Masih terngiang di kepala Matsuda saat pemuda bermarga Yagami itu mengatakan dengan bangga bahwa ia adalah Kira dan ingin menjadi Tuhan di dunia yang baru. Ia menjelaskan apa saja yang sudah dilakukan dan rasakan selama ini dengan wajah tanpa penyesalan sedikitpun.

Matsuda semakin dibuatnya bingung. Light yang selama ini berjiwa keadilan yang tinggi, yang selalu mengatakan bahwa Kira itu salah, dan yang selalu menyemangatinya adalah Kira yang asli?

Mana yang harus ia percayai?

Tentu Matsuda masih ingat saat-saat sebelum Chief Yagami menghembuskan napas terakhirnya. Ayah Light itu tersenyum lembut dan berkata bahwa ia senang bahwa anaknya bukanlah Kira. Beliau mati saat menyadari hal yang ia pegang teguh selama ini dan Light berteriak sedih. Matsuda pun ikut menenangkannya setelahnya.

Tapi apa yang terjadi sekarang?

Orang di depannya ini menganggap bahwa ayahnya adalah figur pembela keadilan yang bodoh sehingga mudah terjebak dan mati sebagai orang yang dengan polosnya mempercayai bahwa keadilan dan hukum sekarang adalah yang terbaik.

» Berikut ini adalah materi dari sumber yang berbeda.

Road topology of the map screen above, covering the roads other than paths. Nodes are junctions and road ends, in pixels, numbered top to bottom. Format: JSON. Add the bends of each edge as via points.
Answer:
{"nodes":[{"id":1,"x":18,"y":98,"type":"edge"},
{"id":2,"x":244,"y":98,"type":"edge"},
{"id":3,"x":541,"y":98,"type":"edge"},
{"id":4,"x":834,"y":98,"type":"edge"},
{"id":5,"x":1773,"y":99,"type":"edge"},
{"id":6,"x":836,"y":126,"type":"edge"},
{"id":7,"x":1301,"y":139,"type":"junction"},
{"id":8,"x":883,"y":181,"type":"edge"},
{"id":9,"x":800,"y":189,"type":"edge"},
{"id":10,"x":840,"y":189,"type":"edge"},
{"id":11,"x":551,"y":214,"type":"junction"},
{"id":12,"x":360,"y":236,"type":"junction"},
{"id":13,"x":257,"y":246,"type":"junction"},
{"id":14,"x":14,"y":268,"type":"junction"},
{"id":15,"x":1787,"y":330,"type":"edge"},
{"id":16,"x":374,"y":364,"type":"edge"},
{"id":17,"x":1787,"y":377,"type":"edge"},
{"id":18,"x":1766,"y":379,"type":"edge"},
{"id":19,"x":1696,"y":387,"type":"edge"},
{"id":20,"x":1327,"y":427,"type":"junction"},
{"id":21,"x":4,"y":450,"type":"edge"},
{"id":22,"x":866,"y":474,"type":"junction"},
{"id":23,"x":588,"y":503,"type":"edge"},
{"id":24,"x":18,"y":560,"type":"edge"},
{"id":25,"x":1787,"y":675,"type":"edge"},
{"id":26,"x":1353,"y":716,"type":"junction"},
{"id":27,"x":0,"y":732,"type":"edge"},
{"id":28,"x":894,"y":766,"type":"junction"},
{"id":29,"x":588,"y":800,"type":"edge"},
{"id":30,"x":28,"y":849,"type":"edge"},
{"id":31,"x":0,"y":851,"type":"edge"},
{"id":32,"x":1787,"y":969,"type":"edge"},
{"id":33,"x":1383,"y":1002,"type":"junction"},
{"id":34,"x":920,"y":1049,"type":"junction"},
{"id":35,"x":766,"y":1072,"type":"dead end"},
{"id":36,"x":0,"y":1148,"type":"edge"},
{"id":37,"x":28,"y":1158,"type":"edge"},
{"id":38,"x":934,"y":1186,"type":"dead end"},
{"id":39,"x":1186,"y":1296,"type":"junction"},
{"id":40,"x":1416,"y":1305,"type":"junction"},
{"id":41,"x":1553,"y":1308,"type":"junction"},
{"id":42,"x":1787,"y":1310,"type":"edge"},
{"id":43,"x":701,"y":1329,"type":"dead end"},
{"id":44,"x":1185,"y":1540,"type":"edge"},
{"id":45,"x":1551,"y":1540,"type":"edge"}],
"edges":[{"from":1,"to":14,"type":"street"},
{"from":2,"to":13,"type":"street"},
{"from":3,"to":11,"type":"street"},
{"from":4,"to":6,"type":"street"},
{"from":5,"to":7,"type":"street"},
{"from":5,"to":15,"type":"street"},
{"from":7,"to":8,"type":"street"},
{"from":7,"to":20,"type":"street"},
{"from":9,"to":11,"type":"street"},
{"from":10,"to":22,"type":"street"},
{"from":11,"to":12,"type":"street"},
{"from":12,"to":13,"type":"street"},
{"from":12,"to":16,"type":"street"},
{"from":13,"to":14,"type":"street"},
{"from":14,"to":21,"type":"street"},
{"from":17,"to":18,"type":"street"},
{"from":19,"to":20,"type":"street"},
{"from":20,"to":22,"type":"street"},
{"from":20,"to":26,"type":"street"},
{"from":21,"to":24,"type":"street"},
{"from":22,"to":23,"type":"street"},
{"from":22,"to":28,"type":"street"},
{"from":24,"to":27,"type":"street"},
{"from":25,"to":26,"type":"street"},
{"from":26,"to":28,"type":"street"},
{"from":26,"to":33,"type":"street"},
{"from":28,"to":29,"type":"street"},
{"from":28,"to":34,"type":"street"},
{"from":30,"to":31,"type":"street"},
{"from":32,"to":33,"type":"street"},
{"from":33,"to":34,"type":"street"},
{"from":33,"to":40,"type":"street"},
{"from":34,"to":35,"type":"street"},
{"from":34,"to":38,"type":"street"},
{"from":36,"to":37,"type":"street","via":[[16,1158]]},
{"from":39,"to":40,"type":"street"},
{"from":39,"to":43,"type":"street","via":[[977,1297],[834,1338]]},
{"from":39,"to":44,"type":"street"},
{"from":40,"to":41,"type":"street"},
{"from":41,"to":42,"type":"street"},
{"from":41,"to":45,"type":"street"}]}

Light berusaha meyakinkan Matsuda bahwa dirinya adalah orang yang mengerti ideologi Kira dan karenanya Matsuda harus membunuh mereka yang menghalanginya.

"Jadi kau menganggap perjuangan ayahmu ini sia-sia?!" Matsuda menaikkan pistolnya tepat menghadap Light Yagami. Tangannya gemetar hebat dan wajahnya terlihat begitu payah dengan bulir-bulir air mata yang kerap berjatuhan.

Light mengacuhkan dirinya dan justru melanjutkan menuliskan nama Near di sana dengan darah yang menetes dari tangannya.

Nate Rive

Matsuda langsung menembakinya secara beruntun saat Light hampir saja melengkapi nama tersebut. Empat tembakan terlepas dari pistolnya, menembus tubuh Light hingga dirinya terjatuh.

"Biar... Kubunuh... Dia!" Matsuda mengambil langkah berani mendekati Light yang sudah terkapar lemah, tangannya sudah menempel dekat dengan pelatuknya, bersiap untuk menembaki sang Kira tepat di jantungnya.

Aizawa, Mogi, dan Ide langsung berinisiatif menahannya agar tidak menyerang Light lebih dari ini. Tangan Matsuda sudah menekan pelatuknya kembali namun kali ini meleset tepat ke sebelah Light.

Wajah Light sudah sangat pucat, rasa sakit di seluruh tubuhnya menambah kengerian yang dirasakannya saat ini. Tapi Light bukan orang bodoh yang tidak menyadari kesempatan, di saat mereka sedang mencengkram Matsuda dan membelakanginya, Light berusaha menggapai kertas tersebut tanpa sepengetahuan yang lain.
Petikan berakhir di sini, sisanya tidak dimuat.